Читать «Всеобщая история искусств. Искусство эпохи Возрождения и Нового времени. Том 2» онлайн - страница 10

Михаил Владимирович Алпатов

Впрочем, в их призывах к безмятежному счастью чувствуется больше настойчивого желания обрести эту радость, чем уверенности в его достижимости. «Вершина счастия, — говорит Альберти, — жить без заботы о тленных и бренных вещах судьбы, с душой, свободной от немощей тела, спасаясь бегством от шумной и беспокойной толпы, в одиночестве беседуя с природой, создательницей стольких чудес, с самим собою обсуждая причины и основания природы и порядок ее совершеннейших и прекраснейших произведений, признавая и восхваляя отца и родителя стольких благ». Как ни утопична была эта мечта, она давала гуманистам меру для оценки жизни, определяла поступки людей.

Впрочем, гуманисты не терялись и в тех случаях, когда их идеалы расходились с суровой действительностью. Вот почему рядом с идеалом гуманиста-мыслителя, порой наперекор ему, в это время складывается и многообразно проявляется в жизни идеал человека деятельного, волевого, жадного до власти, до проявления своей личности, человека, который, по словам Энгельса, был «овеян авантюрным характером своего времени». Он был любознателен, исполнен стремления к неизведанному, в нем было развито чувство красоты, наподобие средневекового рыцаря он не останавливался перед необходимостью пустить в ход свою силу, но свободный от предрассудков чести он избегал турниры и дуэли и предпочитал из-за угла метким ударом кинжала поражать своего врага. По выражению И. Тэна, действие следовало у него за движением страсти, как выстрел за нажатием курка.

В одной итальянской новелле XV века — «Сэр Джованни» — несколькими словами выпукло обрисовано мужество человека той поры перед лицом самой смерти. «Сантолино сказал: «Герман, ты должен умереть. Это решено». Герман едва не лишился чувств и вымолвил: «Нет никакого средства мне остаться в живых?» Сантолино ответил: «Нет, потому что так решено». Герман стал тогда на колени у ног Сантолино, закрыл руками глаза, чтобы не видеть своей смерти, и наклонил голову.

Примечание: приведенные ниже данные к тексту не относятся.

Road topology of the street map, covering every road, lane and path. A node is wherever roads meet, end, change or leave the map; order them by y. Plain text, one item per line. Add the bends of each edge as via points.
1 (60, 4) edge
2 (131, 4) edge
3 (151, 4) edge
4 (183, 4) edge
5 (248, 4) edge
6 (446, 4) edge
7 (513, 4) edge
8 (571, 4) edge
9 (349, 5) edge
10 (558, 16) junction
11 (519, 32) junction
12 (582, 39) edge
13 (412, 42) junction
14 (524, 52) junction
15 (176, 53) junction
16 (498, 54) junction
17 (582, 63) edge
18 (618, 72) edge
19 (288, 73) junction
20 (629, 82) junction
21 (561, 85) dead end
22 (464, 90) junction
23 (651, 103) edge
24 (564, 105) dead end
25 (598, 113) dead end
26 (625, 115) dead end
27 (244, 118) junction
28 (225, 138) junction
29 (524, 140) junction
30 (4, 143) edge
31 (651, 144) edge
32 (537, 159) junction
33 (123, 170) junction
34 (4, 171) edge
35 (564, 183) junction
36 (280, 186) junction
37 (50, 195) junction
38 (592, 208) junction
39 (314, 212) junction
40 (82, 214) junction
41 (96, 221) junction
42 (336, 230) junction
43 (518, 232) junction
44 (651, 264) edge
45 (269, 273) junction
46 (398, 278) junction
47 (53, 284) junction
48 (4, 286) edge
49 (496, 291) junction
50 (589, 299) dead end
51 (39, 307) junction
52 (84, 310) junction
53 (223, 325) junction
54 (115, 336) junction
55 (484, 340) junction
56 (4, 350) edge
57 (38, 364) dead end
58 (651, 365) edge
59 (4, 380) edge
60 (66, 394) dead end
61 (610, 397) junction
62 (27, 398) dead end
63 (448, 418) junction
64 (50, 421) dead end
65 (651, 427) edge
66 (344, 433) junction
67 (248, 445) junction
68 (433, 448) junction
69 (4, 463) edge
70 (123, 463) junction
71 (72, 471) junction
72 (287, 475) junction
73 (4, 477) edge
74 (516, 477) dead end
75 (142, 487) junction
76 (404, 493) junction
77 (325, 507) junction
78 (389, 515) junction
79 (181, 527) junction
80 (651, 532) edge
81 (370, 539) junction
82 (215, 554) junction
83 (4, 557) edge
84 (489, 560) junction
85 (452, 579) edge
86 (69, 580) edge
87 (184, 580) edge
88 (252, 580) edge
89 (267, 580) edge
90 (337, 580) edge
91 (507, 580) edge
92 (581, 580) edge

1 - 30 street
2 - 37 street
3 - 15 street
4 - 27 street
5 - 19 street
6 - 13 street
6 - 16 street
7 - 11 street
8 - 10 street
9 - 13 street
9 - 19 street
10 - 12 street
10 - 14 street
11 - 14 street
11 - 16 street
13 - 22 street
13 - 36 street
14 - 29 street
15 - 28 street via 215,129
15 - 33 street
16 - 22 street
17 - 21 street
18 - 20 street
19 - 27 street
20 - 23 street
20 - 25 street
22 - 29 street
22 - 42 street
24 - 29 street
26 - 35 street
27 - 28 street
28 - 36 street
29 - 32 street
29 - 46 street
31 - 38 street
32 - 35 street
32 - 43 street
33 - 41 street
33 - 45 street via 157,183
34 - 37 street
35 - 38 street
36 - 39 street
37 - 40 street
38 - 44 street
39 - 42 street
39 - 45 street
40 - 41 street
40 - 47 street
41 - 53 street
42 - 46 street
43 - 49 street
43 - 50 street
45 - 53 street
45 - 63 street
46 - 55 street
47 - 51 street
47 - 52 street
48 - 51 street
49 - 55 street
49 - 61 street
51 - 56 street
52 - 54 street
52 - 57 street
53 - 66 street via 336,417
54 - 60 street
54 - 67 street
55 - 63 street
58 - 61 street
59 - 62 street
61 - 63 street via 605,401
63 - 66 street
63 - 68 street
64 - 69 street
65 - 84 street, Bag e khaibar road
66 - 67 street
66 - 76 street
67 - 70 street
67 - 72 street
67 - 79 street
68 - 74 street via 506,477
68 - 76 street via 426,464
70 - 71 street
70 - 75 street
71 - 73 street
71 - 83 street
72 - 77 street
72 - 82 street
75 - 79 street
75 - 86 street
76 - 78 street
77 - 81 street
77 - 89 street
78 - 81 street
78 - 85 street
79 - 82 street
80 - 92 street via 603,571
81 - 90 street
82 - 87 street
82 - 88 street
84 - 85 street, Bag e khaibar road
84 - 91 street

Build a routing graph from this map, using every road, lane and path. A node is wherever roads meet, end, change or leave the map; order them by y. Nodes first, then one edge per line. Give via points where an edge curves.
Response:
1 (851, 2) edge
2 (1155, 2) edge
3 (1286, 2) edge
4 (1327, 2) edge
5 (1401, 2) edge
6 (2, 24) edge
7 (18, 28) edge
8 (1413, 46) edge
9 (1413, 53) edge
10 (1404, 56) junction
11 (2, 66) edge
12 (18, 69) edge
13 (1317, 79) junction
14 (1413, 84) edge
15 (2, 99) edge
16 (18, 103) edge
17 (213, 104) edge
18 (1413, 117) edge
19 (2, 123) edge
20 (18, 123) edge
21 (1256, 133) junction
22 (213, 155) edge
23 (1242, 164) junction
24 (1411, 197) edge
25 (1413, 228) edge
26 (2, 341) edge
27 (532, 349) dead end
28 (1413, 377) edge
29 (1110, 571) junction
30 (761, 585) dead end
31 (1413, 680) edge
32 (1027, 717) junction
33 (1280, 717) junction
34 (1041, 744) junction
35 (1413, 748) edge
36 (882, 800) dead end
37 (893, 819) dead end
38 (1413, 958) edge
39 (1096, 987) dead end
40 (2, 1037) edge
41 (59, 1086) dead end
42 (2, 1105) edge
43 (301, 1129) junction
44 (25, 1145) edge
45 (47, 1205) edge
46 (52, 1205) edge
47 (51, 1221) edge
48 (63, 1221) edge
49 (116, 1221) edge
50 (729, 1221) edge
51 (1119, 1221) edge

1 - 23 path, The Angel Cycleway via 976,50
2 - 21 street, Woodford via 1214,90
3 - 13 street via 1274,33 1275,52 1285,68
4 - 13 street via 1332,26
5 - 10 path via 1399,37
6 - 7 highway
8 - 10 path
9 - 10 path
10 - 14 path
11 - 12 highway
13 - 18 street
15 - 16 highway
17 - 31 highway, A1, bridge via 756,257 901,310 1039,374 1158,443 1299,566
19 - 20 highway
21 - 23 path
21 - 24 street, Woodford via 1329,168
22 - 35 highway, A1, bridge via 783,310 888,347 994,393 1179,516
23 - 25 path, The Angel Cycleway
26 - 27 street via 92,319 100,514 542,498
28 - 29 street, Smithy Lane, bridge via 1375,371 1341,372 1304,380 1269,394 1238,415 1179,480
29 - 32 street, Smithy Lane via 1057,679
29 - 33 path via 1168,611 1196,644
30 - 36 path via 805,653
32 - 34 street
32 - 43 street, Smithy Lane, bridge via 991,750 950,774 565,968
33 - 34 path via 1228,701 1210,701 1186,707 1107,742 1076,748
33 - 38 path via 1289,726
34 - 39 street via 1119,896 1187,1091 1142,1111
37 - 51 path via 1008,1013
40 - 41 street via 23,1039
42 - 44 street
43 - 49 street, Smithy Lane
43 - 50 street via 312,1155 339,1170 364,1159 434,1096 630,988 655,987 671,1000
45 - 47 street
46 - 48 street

Тогда Сантолино сразу взмахнул своим мечом и уложил его на месте».

Большинство образованных людей той поры обнаруживало полное равнодушие к религии. Это не было вольнодумством, атеизмом, как впоследствии у энциклопедистов XVIII века, хотя набожные северяне и считали итальянцев безбожниками. Гуманисты соблюдали обряды церкви, художники (даже свободомыслящий Леонардо) писали картины главным образом на религиозные темы, — все они не вступали в открытое столкновение с церковью. Они видели в религиозно-легендарных образах поэтическое выражение накопленного веками жизненного опыта людей. Они так твердо стояли на земле, что не боялись наполнять старые формы христианского мифа новым жизненным содержанием. В таких условиях их искусство сохранило свою общепонятность.

Умозрительная философия не стояла в центре внимания гуманистов. Точные науки, естествознание, математика, география уже имели значительные успехи, но они не вышли за пределы узкого круга ученых, не оказывали влияния на жизнь, а только начинали приходить в соприкосновение с искусством. Впрочем, Николай Кузанский уже в XV веке выдвигает положение, которое стало основоположным для науки нового времени: всякое познание, утверждал он, есть измерение. Если в XIII веке люди считали, что в основе мира лежит иерархический порядок и вершиной его является бог, то Николай Кузанский говорит о системе координат, об относительности всех обозначений места; на смену учению о сотворении мира богом приходит отождествление мира с богом. В XV веке не создалось законченной философской системы; но мировоззрение людей XV века открывает пути философии нового времени.